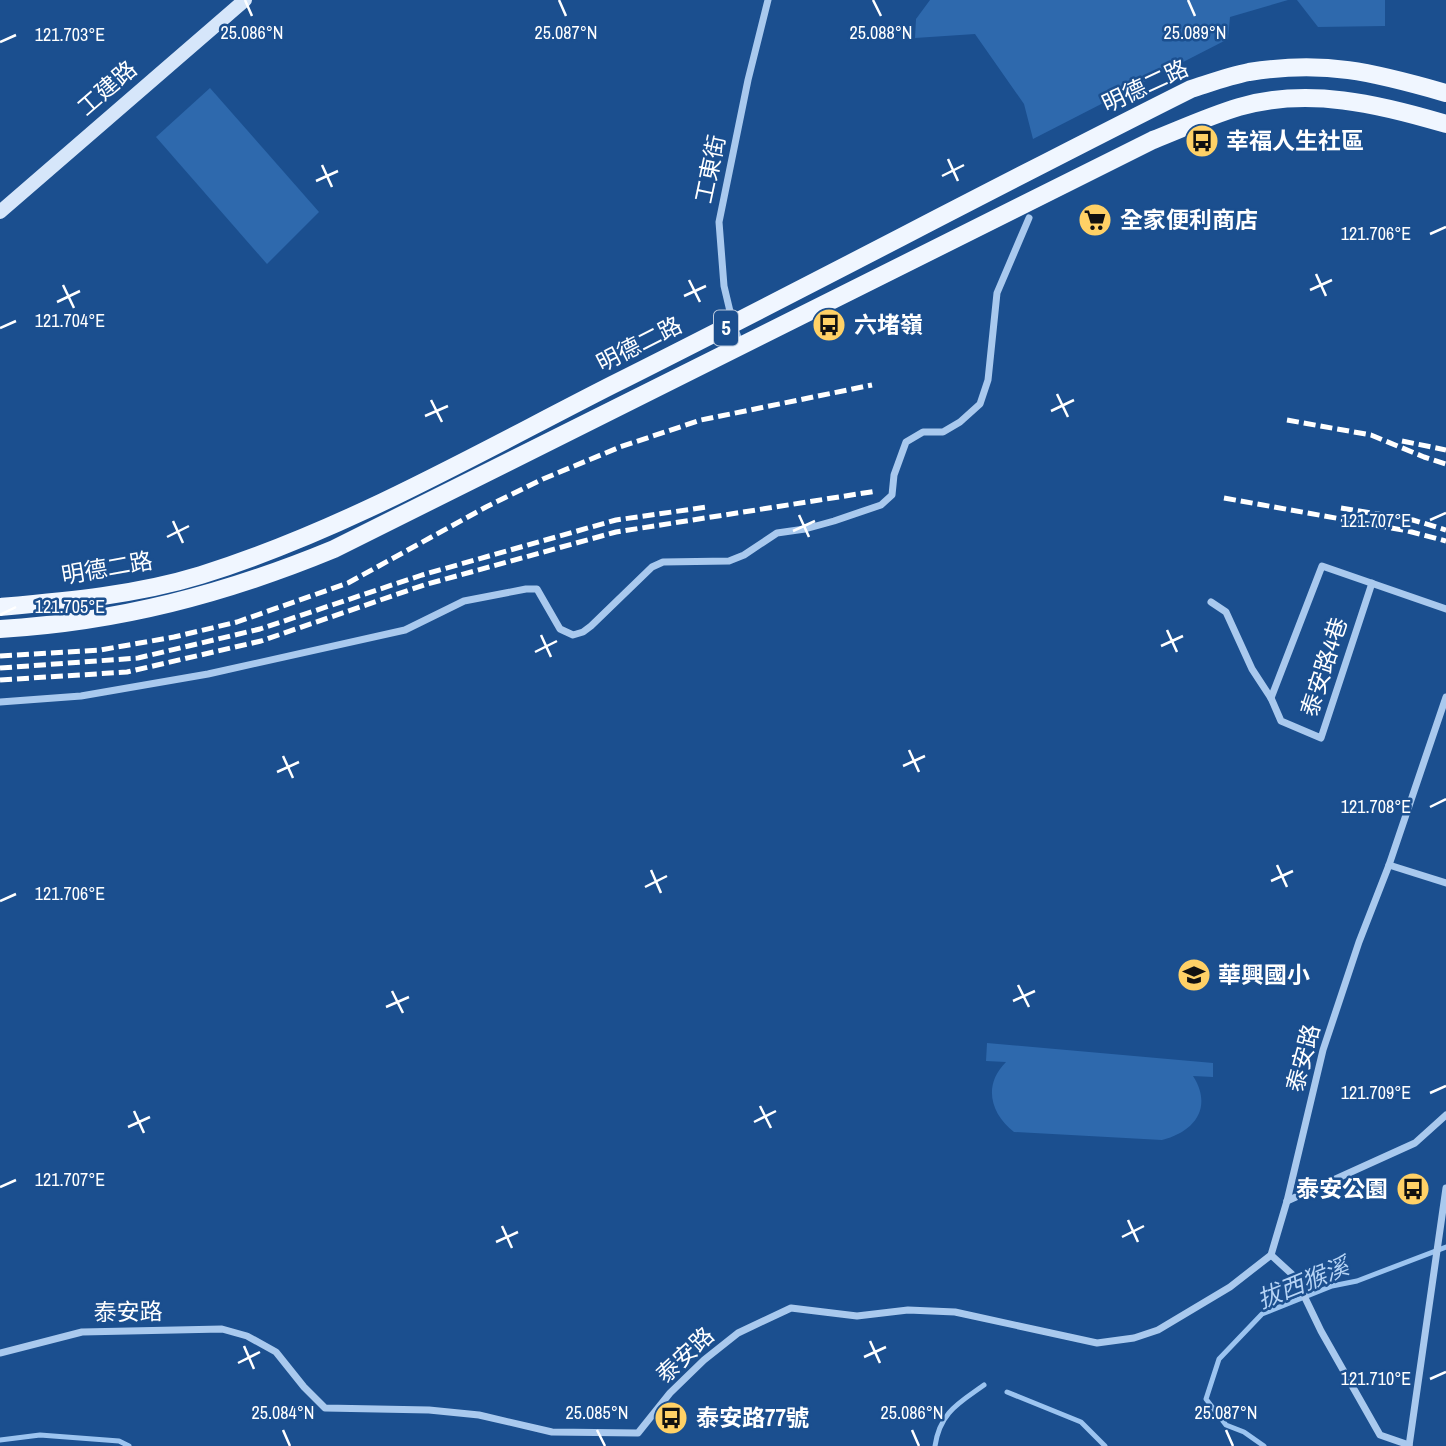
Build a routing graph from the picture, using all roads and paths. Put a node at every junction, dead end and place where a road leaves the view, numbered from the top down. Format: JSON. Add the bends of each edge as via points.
{"nodes":[{"id":1,"x":245,"y":0,"type":"edge"},
{"id":2,"x":768,"y":0,"type":"edge"},
{"id":3,"x":1446,"y":93,"type":"edge"},
{"id":4,"x":1446,"y":124,"type":"edge"},
{"id":5,"x":0,"y":212,"type":"edge"},
{"id":6,"x":1029,"y":218,"type":"dead end"},
{"id":7,"x":733,"y":324,"type":"junction"},
{"id":8,"x":742,"y":346,"type":"junction"},
{"id":9,"x":1372,"y":583,"type":"junction"},
{"id":10,"x":1210,"y":602,"type":"dead end"},
{"id":11,"x":0,"y":607,"type":"edge"},
{"id":12,"x":1446,"y":608,"type":"edge"},
{"id":13,"x":0,"y":629,"type":"edge"},
{"id":14,"x":1446,"y":697,"type":"edge"},
{"id":15,"x":1271,"y":698,"type":"junction"},
{"id":16,"x":0,"y":702,"type":"edge"},
{"id":17,"x":1388,"y":865,"type":"junction"},
{"id":18,"x":1446,"y":883,"type":"edge"},
{"id":19,"x":1446,"y":1115,"type":"edge"},
{"id":20,"x":1446,"y":1188,"type":"edge"},
{"id":21,"x":1287,"y":1201,"type":"junction"},
{"id":22,"x":1271,"y":1255,"type":"junction"},
{"id":23,"x":0,"y":1353,"type":"edge"},
{"id":24,"x":1409,"y":1445,"type":"edge"}],
"edges":[{"from":1,"to":5,"type":"street","name":"工建路"},
{"from":2,"to":7,"type":"street","name":"工東街","via":[[719,222],[724,286]]},
{"from":3,"to":7,"type":"main road","name":"明德二路","number":"5","via":[[1386,75],[1297,66],[1246,73],[1191,89]]},
{"from":4,"to":8,"type":"main road","name":"明德二路","number":"5","via":[[1331,97],[1240,107],[1153,140]]},
{"from":6,"to":16,"type":"street","via":[[997,293],[988,380],[980,404],[943,432],[923,432],[906,442],[892,495],[881,505],[805,530],[777,533],[729,561],[663,562],[583,632],[573,635],[560,629],[537,589],[526,589],[464,601],[404,630],[208,674],[81,696]]},
{"from":7,"to":8,"type":"street","name":"工東街"},
{"from":7,"to":11,"type":"main road","name":"明德二路","number":"5","via":[[376,504],[250,558],[131,591]]},
{"from":8,"to":13,"type":"main road","name":"明德二路","number":"5","via":[[282,570],[180,602]]},
{"from":9,"to":12,"type":"street"},
{"from":9,"to":15,"type":"street","name":"泰安路4巷","via":[[1322,566]]},
{"from":9,"to":15,"type":"street","name":"泰安路4巷","via":[[1321,738],[1282,721]]},
{"from":10,"to":15,"type":"street","name":"泰安路4巷","via":[[1226,612]]},
{"from":14,"to":17,"type":"street","name":"泰安路"},
{"from":17,"to":18,"type":"street"},
{"from":17,"to":21,"type":"street","name":"泰安路","via":[[1323,1050]]},
{"from":19,"to":21,"type":"street","via":[[1415,1143]]},
{"from":20,"to":24,"type":"street"},
{"from":21,"to":22,"type":"street","name":"泰安路"},
{"from":22,"to":23,"type":"street","name":"泰安路","via":[[1230,1287],[1158,1330],[1097,1343],[955,1312],[908,1310],[857,1316],[791,1308],[738,1334],[704,1360],[638,1433],[552,1432],[429,1410],[326,1408],[276,1352],[222,1329],[82,1332]]},
{"from":22,"to":24,"type":"street","via":[[1295,1277],[1380,1435]]}]}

_The task_. If a line in the material above holds the word "road", count it, then give the total as a bare number.

_Result of this exercise_. 5